2. How does the number of reviews influence the performance?

## Influence of the ratio

To answer the first question, a set of experiments is designed where the total number of reviews is kept constant at 25,000, while the ratio between good and bad reviews is varied. So the number of negative reviews is given as 25,000*r and the number of positive reviews is given as 25,000*(1-r), where r is varied logarithmically between 0.01 and 0.5.

Furthermore, we consider N-grams and calculate the performance metrics using five-fold cross-validation. The mean recall and precision for both the positive and negative class are plotted against the ratio of the dataset in the figure below. Furthermore, the min and max of the five folds are plotted as well, to give an idea of the distribution of the metrics over the folds. The results are presented in Figure 2.

We can observe the following:

1. As the ratio increases and more negative reviews are present, the precision and recall of the negative reviews increase, while the metrics of the positive reviews decrease. This is expected behaviour; when the ratio increases, the Naive Bayes classifier is trained on more negative reviews and thus has more features to draw on. Which in turn, yields better performance.
2. One fold, at a ratio of 0.01 achieves a precision of 1. Precision for the negative class is defined as TN/(TN+FN), hence a precision of 1 essentially means that a classifier trained on the unbalanced data set did not classify any positive review as negative. This is also expected as there are only 250 negative reviews in the dataset.

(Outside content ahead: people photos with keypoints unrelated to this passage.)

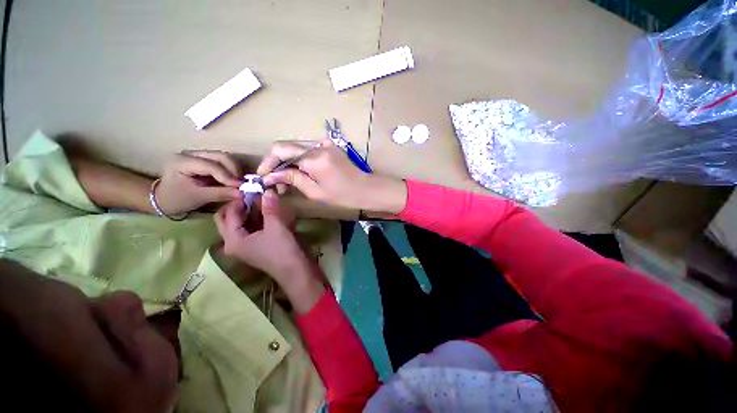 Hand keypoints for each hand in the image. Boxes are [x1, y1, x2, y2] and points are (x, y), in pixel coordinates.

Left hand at [156, 150, 242, 215]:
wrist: (164, 199)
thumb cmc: (177, 199)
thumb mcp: (197, 198)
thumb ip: (220, 194)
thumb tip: (241, 193)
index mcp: (182, 161)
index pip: (211, 165)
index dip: (228, 176)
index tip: (241, 188)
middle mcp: (191, 153)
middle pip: (220, 156)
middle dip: (234, 170)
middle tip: (242, 184)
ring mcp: (199, 155)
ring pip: (224, 158)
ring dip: (235, 170)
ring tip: (239, 183)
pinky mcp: (205, 159)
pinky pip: (223, 162)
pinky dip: (232, 171)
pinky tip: (235, 180)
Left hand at [215, 191, 325, 312]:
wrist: (294, 270)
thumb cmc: (281, 249)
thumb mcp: (276, 226)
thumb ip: (269, 208)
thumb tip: (267, 190)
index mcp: (233, 239)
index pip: (229, 214)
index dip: (239, 200)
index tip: (252, 189)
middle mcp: (233, 243)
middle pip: (227, 220)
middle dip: (238, 206)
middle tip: (252, 196)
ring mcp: (244, 245)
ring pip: (239, 224)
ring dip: (248, 212)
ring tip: (261, 202)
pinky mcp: (255, 245)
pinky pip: (250, 228)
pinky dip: (256, 219)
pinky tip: (267, 212)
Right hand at [257, 139, 406, 213]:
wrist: (365, 188)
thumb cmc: (343, 194)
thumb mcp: (315, 191)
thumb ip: (292, 179)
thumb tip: (271, 175)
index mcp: (314, 157)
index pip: (280, 150)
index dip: (268, 162)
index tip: (263, 177)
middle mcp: (318, 145)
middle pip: (287, 147)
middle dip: (277, 164)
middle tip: (275, 183)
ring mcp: (324, 143)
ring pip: (296, 148)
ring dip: (288, 163)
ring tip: (286, 182)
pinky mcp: (329, 146)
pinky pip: (307, 150)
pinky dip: (300, 161)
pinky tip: (299, 174) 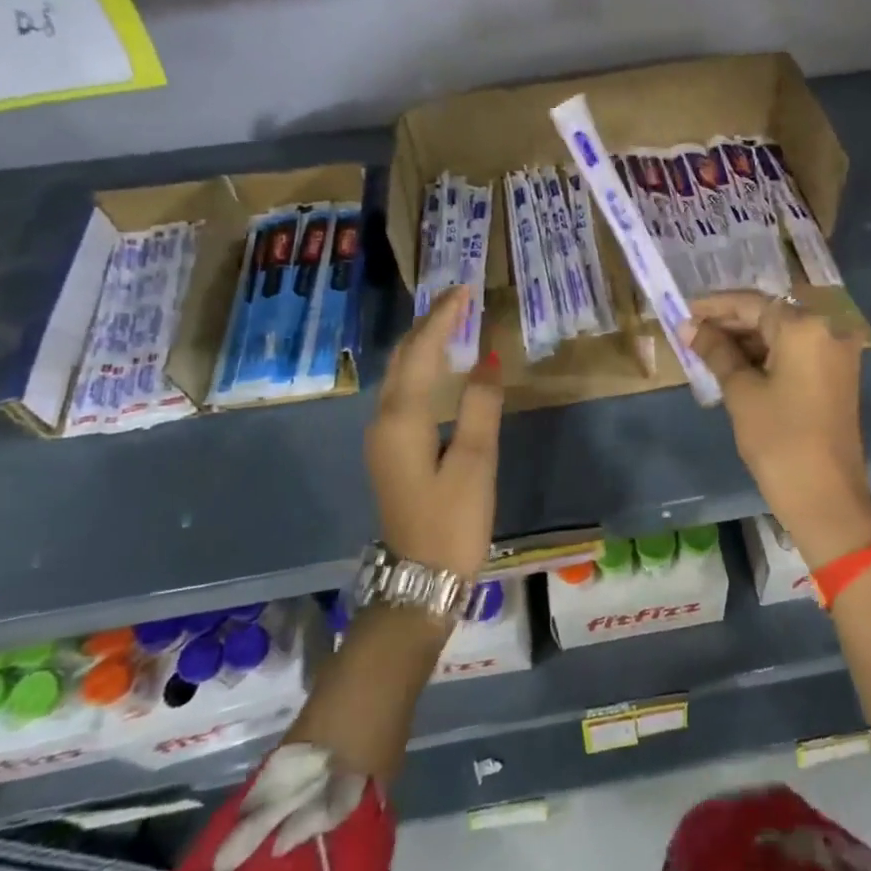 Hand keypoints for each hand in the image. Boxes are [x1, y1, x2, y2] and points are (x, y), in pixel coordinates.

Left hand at [365, 287, 503, 581]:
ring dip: (423, 343)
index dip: (443, 317)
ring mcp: (382, 437)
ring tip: (452, 322)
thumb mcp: (476, 462)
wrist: (420, 581)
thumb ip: (481, 405)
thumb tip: (488, 356)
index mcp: (402, 419)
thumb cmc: (453, 521)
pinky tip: (439, 367)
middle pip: (402, 357)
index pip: (422, 351)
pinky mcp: (390, 451)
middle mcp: (383, 420)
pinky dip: (421, 367)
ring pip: (399, 374)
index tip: (466, 289)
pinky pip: (403, 392)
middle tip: (459, 299)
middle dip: (428, 324)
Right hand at [684, 291, 870, 567]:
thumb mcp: (741, 392)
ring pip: (784, 333)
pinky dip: (768, 354)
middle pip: (770, 314)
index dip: (715, 306)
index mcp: (805, 327)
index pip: (752, 303)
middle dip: (731, 322)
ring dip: (748, 339)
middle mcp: (828, 329)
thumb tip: (689, 327)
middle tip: (692, 332)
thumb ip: (716, 351)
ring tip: (707, 348)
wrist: (826, 498)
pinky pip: (797, 351)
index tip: (684, 310)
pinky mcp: (837, 375)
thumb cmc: (778, 440)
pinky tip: (736, 364)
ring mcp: (837, 353) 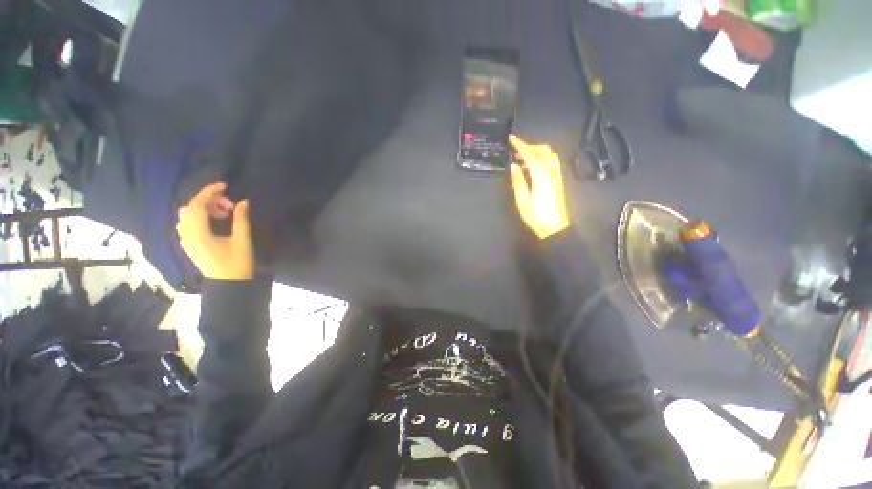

## Influence of the dataset size

To investigate the impact of the amount of data on the performance of the Naive Bayes classifier, a more complex experiment is designed. Verifying a classifier on a small data set does not give us a lot of information and it is more interesting to measure its generative capabilities. Therefore, the dataset is split up in a train set of 20,000 positive and negative reviews and a validation set of 5,000 positive and negative reviews. Furthermore, we now define the ratio as the number of negative reviews relative to respect to the positive reviews and we’ll vary the amount of positive reviews, while keeping the ratio fixed. In doing so, we create various datasets with the same ratio of negative to positive reviews while varying the total number of reviews taken from the training dataset of 40,000 samples. Furthermore, we ensure that the validation set has the same ratio as the training data set.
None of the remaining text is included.